Craig then launched into work based on a previous model to understand the process of effectively combining diverse viral strains, given that different viruses elicit different immune responses. She focused on vesicular stomatitis virus (VSV) and vaccinia virus (VV); the former is a genetically simple RNA virus that rapidly replicates in tumors, while the latter allows the virus to establish local pockets of infection. Craig’s team augmented their original model to include different viral strains while maintaining the same in silico clinical trial strategy. The group established parameters based on the results, sampled from the parameter distribution, simulated the model, calculated the residuals, and accepted virtual patients based on physiological parameters. Because they did not want to include individuals who were not realistic based on cancer progression, they simulated each individual’s distinct evolution. They also inferred clinically-actionable schedules and identified strategies to stratify patients based on characteristics that determine their success.

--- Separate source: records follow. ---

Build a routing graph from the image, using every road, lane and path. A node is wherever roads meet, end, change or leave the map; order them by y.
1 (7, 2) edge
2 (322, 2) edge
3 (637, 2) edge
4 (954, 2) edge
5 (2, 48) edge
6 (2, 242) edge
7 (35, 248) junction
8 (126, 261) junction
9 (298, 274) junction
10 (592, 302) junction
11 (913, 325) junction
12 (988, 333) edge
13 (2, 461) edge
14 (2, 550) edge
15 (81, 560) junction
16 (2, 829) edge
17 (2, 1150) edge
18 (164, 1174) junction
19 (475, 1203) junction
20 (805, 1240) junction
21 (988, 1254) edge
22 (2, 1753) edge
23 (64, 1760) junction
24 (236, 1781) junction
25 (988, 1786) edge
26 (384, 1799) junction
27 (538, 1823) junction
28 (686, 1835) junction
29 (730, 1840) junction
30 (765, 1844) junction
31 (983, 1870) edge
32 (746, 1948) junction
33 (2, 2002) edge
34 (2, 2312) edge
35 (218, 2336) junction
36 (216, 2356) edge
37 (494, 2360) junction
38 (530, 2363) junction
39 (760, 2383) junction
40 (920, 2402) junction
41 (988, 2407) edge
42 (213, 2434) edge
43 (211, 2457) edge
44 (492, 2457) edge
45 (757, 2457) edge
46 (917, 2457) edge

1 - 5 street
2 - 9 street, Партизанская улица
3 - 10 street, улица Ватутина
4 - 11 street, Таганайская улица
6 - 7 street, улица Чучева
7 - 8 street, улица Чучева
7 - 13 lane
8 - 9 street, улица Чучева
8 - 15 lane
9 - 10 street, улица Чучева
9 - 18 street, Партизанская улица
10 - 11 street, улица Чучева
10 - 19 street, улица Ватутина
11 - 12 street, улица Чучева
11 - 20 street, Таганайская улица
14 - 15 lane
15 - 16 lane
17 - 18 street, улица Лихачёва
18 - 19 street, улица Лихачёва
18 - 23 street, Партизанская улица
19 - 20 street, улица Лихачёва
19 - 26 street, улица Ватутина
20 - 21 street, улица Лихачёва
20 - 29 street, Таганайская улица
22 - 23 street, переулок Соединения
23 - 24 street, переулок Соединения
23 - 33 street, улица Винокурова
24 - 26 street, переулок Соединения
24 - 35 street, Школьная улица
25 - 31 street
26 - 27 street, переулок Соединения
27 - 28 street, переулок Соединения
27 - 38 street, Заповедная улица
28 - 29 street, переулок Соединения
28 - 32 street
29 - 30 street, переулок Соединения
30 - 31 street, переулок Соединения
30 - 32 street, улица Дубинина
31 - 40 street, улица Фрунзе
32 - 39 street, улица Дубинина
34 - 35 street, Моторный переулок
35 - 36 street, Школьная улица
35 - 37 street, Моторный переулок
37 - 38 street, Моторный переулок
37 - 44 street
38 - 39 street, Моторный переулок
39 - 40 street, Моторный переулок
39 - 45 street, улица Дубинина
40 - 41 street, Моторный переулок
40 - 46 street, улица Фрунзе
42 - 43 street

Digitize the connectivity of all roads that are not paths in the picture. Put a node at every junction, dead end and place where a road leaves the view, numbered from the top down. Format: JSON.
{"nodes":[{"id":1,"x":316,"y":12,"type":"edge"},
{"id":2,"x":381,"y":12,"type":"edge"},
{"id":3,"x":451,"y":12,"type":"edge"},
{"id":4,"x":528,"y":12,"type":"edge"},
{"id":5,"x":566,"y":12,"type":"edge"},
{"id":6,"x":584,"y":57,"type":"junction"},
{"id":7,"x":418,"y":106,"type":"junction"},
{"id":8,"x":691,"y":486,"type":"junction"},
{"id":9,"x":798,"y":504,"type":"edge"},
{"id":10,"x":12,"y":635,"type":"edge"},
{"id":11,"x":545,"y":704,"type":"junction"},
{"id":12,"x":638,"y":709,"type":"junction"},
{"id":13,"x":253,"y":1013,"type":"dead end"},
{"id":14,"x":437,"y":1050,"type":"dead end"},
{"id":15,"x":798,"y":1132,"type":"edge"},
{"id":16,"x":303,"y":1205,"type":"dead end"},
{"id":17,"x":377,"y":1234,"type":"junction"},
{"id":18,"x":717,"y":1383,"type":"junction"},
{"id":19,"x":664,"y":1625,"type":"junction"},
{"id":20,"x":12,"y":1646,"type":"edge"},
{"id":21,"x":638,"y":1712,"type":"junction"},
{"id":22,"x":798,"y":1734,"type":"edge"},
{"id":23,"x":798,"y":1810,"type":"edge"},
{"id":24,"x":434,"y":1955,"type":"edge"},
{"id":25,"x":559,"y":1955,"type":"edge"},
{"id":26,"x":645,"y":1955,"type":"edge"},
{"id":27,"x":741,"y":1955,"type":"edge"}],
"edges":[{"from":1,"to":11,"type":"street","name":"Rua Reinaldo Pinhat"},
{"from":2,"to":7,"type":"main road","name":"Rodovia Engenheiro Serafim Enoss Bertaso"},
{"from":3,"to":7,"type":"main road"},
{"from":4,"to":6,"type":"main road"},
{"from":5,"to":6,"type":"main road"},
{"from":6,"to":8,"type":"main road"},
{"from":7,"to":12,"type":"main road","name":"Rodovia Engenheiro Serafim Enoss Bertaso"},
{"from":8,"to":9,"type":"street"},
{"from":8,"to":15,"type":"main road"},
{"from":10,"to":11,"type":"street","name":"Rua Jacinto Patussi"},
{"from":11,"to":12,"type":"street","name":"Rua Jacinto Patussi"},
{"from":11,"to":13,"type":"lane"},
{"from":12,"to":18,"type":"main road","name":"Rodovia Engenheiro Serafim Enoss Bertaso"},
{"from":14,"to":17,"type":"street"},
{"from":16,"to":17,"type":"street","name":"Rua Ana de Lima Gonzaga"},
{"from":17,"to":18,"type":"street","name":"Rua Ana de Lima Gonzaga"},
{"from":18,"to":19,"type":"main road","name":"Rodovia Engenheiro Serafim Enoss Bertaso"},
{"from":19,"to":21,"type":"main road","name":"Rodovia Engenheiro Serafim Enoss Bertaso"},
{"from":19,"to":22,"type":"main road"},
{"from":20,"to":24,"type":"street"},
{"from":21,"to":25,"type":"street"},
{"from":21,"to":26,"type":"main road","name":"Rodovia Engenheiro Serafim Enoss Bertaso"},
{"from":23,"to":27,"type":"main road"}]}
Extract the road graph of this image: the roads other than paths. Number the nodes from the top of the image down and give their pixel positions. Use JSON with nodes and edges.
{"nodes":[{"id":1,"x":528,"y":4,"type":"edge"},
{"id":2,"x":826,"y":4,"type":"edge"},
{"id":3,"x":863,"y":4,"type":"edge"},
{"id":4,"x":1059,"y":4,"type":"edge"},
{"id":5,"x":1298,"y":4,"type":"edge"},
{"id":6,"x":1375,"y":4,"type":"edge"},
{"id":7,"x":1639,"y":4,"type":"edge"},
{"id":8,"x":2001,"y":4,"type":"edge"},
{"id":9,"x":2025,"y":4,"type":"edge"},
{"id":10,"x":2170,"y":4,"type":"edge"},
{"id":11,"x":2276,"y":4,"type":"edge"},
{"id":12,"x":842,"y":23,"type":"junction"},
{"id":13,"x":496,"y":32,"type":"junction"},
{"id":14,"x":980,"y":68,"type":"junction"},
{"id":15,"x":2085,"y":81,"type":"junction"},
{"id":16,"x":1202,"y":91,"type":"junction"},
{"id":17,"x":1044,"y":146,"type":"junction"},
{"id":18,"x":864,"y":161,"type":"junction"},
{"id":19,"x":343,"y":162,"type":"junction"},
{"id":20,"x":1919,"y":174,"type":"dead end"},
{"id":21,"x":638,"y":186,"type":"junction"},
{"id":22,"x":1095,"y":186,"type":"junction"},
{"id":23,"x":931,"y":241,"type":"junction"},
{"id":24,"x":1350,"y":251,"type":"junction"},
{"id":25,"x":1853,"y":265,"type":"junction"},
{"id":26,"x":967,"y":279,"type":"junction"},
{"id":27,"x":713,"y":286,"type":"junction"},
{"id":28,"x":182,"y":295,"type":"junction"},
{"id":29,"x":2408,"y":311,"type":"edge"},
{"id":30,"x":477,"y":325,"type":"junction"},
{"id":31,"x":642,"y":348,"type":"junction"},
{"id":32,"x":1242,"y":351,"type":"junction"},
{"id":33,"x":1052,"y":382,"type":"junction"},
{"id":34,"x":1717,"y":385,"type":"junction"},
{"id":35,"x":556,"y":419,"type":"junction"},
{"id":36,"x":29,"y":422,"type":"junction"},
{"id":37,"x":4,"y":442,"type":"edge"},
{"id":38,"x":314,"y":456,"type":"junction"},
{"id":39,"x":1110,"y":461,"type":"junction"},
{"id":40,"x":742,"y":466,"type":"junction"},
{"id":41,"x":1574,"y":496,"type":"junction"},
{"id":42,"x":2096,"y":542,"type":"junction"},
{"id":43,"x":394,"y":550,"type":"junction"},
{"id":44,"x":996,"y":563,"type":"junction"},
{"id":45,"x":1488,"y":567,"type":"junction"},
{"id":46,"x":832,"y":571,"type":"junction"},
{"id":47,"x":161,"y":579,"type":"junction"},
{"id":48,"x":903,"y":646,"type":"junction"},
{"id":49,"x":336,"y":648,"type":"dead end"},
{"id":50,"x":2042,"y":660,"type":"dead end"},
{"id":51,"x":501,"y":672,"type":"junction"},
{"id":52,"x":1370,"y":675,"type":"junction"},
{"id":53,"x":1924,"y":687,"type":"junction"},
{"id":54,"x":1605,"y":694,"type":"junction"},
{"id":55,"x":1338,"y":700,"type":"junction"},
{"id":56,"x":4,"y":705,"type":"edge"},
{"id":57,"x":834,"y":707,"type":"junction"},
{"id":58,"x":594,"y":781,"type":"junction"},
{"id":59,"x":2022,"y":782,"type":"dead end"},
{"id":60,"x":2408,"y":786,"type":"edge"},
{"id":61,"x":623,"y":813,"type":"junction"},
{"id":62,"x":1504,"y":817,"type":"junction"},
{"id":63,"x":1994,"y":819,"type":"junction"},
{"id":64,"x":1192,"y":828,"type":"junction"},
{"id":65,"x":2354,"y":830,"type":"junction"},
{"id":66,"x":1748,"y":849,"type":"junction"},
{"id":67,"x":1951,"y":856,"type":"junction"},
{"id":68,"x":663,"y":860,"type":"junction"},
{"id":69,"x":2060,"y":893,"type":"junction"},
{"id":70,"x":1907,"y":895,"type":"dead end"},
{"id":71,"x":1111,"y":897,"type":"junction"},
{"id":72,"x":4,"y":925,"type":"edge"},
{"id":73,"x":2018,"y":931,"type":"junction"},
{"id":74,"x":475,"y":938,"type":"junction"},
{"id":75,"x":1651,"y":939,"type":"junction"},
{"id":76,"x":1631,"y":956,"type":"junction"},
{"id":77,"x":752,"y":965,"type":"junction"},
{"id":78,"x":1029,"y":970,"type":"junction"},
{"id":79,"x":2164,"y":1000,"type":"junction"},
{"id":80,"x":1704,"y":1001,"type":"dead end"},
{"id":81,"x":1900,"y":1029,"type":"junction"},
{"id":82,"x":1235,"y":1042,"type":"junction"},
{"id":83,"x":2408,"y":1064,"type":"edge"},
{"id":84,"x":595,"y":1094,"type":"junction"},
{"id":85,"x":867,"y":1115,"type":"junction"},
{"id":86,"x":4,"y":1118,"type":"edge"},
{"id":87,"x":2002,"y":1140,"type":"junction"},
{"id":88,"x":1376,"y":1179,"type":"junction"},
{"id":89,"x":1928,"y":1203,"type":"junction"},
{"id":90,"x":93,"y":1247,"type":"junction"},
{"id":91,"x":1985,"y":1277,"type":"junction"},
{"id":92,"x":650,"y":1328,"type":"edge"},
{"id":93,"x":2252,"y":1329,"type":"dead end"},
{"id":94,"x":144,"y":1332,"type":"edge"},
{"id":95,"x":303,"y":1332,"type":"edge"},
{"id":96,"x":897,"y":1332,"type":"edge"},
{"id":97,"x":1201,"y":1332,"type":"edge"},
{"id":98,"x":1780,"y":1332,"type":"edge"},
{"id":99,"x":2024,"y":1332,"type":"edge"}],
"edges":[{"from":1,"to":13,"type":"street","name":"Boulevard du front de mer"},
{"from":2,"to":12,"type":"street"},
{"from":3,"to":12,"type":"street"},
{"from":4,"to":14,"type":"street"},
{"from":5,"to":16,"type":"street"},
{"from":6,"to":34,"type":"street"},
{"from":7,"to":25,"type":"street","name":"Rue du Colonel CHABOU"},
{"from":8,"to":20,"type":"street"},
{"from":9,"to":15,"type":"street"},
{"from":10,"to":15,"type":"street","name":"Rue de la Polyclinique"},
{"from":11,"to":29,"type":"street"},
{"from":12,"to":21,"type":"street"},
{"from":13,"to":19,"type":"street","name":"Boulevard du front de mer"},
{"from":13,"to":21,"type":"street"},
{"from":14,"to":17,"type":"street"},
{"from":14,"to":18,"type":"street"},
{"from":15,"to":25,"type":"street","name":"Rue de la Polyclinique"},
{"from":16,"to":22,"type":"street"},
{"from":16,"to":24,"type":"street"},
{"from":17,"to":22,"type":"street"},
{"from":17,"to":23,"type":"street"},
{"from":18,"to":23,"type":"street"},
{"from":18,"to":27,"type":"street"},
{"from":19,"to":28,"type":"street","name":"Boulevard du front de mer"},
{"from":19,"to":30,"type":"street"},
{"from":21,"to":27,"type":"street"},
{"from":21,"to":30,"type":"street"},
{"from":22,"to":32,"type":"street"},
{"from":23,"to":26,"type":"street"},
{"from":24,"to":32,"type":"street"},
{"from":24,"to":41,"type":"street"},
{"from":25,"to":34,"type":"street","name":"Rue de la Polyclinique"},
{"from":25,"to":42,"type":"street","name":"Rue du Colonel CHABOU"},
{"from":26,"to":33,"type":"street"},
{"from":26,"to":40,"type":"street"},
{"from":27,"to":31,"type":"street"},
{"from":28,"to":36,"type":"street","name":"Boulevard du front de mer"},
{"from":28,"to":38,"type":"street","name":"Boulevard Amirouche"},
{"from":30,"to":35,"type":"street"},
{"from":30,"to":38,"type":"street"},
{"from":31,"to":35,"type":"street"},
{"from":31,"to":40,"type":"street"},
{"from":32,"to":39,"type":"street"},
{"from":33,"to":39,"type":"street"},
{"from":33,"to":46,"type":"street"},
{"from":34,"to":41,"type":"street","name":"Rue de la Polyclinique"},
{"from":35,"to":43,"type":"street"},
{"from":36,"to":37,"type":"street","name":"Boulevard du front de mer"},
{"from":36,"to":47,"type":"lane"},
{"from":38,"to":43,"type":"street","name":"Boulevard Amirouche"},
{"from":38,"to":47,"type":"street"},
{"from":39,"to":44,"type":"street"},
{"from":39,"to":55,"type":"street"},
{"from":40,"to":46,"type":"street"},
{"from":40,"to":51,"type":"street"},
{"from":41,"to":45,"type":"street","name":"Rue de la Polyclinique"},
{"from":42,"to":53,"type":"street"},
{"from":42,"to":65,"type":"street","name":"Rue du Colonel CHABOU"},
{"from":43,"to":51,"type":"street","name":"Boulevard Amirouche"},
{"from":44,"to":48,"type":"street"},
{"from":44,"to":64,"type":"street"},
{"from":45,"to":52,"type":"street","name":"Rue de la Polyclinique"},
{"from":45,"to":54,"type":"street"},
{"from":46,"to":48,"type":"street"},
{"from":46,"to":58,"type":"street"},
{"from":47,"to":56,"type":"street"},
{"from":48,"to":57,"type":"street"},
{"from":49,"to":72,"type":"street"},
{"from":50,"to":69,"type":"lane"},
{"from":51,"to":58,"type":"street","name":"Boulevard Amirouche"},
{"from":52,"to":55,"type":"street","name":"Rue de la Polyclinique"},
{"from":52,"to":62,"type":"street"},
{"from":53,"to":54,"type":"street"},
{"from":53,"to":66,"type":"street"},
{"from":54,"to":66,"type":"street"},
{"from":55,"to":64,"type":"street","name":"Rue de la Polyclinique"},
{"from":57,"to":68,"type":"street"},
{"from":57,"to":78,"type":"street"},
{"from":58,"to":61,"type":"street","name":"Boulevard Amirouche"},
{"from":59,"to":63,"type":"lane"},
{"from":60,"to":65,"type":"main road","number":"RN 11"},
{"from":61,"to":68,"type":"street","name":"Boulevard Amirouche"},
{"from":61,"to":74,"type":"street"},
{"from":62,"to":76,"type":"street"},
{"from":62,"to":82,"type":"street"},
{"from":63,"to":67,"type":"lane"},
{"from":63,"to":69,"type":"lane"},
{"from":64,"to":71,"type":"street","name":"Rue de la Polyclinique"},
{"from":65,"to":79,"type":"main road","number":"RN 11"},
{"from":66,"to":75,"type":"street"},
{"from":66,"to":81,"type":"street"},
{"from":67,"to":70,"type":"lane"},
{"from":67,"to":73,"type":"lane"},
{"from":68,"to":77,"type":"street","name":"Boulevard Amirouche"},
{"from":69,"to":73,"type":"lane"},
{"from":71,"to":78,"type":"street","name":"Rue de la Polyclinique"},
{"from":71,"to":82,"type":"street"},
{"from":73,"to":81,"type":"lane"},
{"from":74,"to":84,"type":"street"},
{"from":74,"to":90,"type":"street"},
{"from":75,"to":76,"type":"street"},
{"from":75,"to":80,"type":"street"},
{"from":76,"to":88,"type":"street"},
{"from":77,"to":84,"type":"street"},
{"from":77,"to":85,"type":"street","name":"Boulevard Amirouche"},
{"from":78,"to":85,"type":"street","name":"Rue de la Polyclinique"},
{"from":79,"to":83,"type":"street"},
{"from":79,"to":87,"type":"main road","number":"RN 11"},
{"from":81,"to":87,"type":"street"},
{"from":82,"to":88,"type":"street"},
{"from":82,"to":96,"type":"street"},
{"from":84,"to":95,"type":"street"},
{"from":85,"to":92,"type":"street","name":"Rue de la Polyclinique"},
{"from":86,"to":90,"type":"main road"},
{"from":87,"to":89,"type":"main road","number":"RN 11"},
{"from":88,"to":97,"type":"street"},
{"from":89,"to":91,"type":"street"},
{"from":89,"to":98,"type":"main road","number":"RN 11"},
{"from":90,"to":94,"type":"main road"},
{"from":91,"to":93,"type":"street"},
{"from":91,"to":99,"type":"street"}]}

Next, Craig worked to optimize the enhancer multiplicity. “How many injections of a primer or enhancer are necessary if we fix the injection of the virus as seven days?” she asked. She chose this seven-day lag based on her experimental work with VV and VSV. Because the cohorts are heterogeneous, there is a heterogeneous response. Craig found that one enhancer was sufficient for the vast majority of cohorts. She also attempted to optimize the “booster” lag — the delay in VSV administration. Her slow growth protocol involved seven enhancers with a 15-day lag and the fast growth protocol involved one enhancer with a one-day lag.

To confirm her results, Craig generated two new cohorts of individuals: those with the top 10 percent of tumor growth and those with the bottom 10 percent of tumor growth. She retested the fast growth protocol for the top 10 percent and slow growth protocol for the bottom 10 percent, then reversed the procedures (i.e., tested for aggressively growing tumors in the slow growth protocol and vice versa). Slow-growing tumors do fine on a regiment of seven primers but suffer under an aggressive growth protocol. Thus, tumor aggressivity is a significant determinant for optimal protocols and serves as the primary driver of enhancer multiplicity and booster lag. 

Craig proves that researchers can use intrinsic tumor growth rate to stratify patients into appropriate protocols. The in silico trial platform recapitulates population heterogeneity. Ultimately, Craig’s comprehensive modeling approach offers hope for the future design and clinical use of therapeutic cancer vaccines that utilize OVs.